> **What you have to do**
Everything from the first line of the material below through the line containing "ring tip: (886, 452)" is to be printed exactly, and nothing more.

> **Dataset excerpts**
[Start of section]

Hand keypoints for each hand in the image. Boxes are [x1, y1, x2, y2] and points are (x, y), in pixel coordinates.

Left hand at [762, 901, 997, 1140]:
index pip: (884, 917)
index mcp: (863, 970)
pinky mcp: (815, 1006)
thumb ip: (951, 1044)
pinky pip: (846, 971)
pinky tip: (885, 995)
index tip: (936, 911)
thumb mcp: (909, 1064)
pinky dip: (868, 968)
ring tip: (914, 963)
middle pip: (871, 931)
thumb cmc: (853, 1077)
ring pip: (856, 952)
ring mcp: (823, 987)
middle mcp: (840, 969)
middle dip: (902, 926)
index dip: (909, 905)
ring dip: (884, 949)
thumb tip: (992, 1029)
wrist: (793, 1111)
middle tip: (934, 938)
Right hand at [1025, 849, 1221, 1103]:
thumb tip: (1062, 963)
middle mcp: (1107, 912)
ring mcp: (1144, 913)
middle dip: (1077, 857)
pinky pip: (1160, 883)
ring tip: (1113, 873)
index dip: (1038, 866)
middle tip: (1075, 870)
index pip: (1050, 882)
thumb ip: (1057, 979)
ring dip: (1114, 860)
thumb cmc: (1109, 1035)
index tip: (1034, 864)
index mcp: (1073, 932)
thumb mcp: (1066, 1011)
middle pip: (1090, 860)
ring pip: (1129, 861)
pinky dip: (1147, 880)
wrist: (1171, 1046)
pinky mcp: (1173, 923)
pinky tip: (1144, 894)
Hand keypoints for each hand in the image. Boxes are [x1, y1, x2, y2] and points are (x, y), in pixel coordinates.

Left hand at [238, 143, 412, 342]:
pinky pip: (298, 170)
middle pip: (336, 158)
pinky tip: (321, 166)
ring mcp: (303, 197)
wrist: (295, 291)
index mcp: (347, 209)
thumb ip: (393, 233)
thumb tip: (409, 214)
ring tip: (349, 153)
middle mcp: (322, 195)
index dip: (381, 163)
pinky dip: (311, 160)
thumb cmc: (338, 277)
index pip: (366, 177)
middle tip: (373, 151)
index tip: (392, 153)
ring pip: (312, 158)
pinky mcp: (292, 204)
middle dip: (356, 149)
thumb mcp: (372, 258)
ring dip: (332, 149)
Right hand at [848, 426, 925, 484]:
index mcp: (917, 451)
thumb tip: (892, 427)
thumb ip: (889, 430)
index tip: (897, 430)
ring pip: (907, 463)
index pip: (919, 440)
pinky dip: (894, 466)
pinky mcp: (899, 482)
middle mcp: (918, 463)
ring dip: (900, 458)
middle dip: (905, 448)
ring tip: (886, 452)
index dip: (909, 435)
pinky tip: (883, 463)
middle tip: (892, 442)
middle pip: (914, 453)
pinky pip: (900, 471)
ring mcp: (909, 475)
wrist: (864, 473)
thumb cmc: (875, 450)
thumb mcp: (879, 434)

[End of section]

> **Response to the exercise**
Hand keypoints for each hand in the image. Boxes are [x1, y1, x2, y2] and points are (x, y), in pixel coordinates.

Left hand at [762, 901, 997, 1140]:
index pip: (884, 917)
index mcp: (863, 970)
pinky mcp: (815, 1006)
thumb ip: (951, 1044)
pinky pip: (846, 971)
pinky tip: (885, 995)
index tip: (936, 911)
thumb mcp: (909, 1064)
pinky dip: (868, 968)
ring tip: (914, 963)
middle pip: (871, 931)
thumb cmc: (853, 1077)
ring pip: (856, 952)
ring mcp: (823, 987)
middle mcp: (840, 969)
middle dip: (902, 926)
index dip: (909, 905)
ring dip: (884, 949)
thumb tip: (992, 1029)
wrist: (793, 1111)
middle tip: (934, 938)
Right hand at [1025, 849, 1221, 1103]:
thumb tip: (1062, 963)
middle mcp: (1107, 912)
ring mcp: (1144, 913)
middle dip: (1077, 857)
pinky pip: (1160, 883)
ring tip: (1113, 873)
index dip: (1038, 866)
middle tip: (1075, 870)
index pip: (1050, 882)
thumb ip: (1057, 979)
ring dip: (1114, 860)
thumb cmc: (1109, 1035)
index tip: (1034, 864)
index mcp: (1073, 932)
thumb mcp: (1066, 1011)
middle pip: (1090, 860)
ring pip: (1129, 861)
pinky dip: (1147, 880)
wrist: (1171, 1046)
pinky mcp: (1173, 923)
pinky tip: (1144, 894)
Hand keypoints for each hand in the image. Boxes are [x1, y1, x2, y2] and points are (x, y), in pixel coordinates.

Left hand at [238, 143, 412, 342]:
pinky pip: (298, 170)
middle pip: (336, 158)
pinky tip: (321, 166)
ring mcp: (303, 197)
wrist: (295, 291)
index mcp: (347, 209)
thumb ip: (393, 233)
thumb tip: (409, 214)
ring tip: (349, 153)
middle mcp: (322, 195)
index dip: (381, 163)
pinky dip: (311, 160)
thumb cmc: (338, 277)
index pip: (366, 177)
middle tip: (373, 151)
index tip: (392, 153)
ring pip: (312, 158)
pinky mcp: (292, 204)
middle dip: (356, 149)
thumb mcp: (372, 258)
ring dip: (332, 149)
Right hand at [848, 426, 925, 484]:
index mcp: (917, 451)
thumb tip: (892, 427)
thumb ip: (889, 430)
index tip: (897, 430)
ring pip: (907, 463)
index pip: (919, 440)
pinky dip: (894, 466)
pinky mcp: (899, 482)
middle mcp: (918, 463)
ring dip: (900, 458)
middle dip: (905, 448)
ring tip: (886, 452)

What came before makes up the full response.